Problem to solve: Could you filter the data below down to the lines that hold the word "lane"?

Stored items from a collection:
------------------------------

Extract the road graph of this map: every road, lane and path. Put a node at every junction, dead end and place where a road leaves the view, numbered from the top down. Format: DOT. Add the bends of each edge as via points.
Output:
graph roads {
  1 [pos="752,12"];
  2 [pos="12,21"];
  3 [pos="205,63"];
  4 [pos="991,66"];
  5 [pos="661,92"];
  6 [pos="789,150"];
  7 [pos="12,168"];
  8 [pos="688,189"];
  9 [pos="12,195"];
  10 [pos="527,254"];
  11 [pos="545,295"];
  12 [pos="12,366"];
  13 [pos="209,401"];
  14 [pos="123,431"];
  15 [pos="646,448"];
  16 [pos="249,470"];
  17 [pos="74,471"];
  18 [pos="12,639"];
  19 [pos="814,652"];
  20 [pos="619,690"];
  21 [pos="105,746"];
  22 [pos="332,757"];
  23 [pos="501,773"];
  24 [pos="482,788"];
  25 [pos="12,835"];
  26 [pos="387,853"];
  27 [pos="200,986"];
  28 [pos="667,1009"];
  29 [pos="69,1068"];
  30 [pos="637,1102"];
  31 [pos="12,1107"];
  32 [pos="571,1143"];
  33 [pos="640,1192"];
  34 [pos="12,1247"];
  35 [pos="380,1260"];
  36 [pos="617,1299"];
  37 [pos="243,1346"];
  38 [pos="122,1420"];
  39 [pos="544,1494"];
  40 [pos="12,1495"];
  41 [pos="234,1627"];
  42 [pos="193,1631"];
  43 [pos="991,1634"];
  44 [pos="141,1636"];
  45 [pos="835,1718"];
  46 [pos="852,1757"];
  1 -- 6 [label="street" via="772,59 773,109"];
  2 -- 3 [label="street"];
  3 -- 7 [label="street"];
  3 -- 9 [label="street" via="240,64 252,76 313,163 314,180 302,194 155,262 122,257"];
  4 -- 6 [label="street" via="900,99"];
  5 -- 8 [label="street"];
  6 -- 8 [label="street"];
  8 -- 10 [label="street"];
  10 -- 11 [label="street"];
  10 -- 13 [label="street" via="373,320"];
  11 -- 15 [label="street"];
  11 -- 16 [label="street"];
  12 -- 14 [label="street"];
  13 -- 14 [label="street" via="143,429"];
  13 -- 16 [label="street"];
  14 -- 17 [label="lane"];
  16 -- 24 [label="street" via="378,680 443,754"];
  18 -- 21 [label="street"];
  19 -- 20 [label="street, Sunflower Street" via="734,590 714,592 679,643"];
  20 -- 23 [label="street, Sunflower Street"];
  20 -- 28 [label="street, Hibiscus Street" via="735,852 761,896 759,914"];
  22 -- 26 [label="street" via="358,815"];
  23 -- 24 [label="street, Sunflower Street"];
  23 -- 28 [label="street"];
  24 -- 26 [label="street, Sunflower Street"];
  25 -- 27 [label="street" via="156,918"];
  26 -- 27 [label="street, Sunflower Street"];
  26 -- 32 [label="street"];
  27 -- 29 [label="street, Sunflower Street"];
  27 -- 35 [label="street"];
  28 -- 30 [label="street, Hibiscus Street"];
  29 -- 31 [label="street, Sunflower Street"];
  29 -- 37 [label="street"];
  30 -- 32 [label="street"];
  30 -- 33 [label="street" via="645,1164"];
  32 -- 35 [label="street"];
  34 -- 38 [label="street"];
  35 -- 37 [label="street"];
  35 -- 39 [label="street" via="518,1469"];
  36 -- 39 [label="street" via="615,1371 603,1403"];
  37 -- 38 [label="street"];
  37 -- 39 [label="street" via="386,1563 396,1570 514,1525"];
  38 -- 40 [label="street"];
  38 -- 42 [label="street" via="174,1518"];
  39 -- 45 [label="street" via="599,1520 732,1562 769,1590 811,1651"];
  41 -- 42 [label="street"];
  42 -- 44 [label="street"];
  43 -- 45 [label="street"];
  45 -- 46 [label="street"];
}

------------------------------

Output for this task:
Extract the road graph of this map: every road, lane and path. Put a node at every junction, dead end and place where a road leaves the view, numbered from the top down. Format: DOT. Add the bends of each edge as via points.
  14 -- 17 [label="lane"];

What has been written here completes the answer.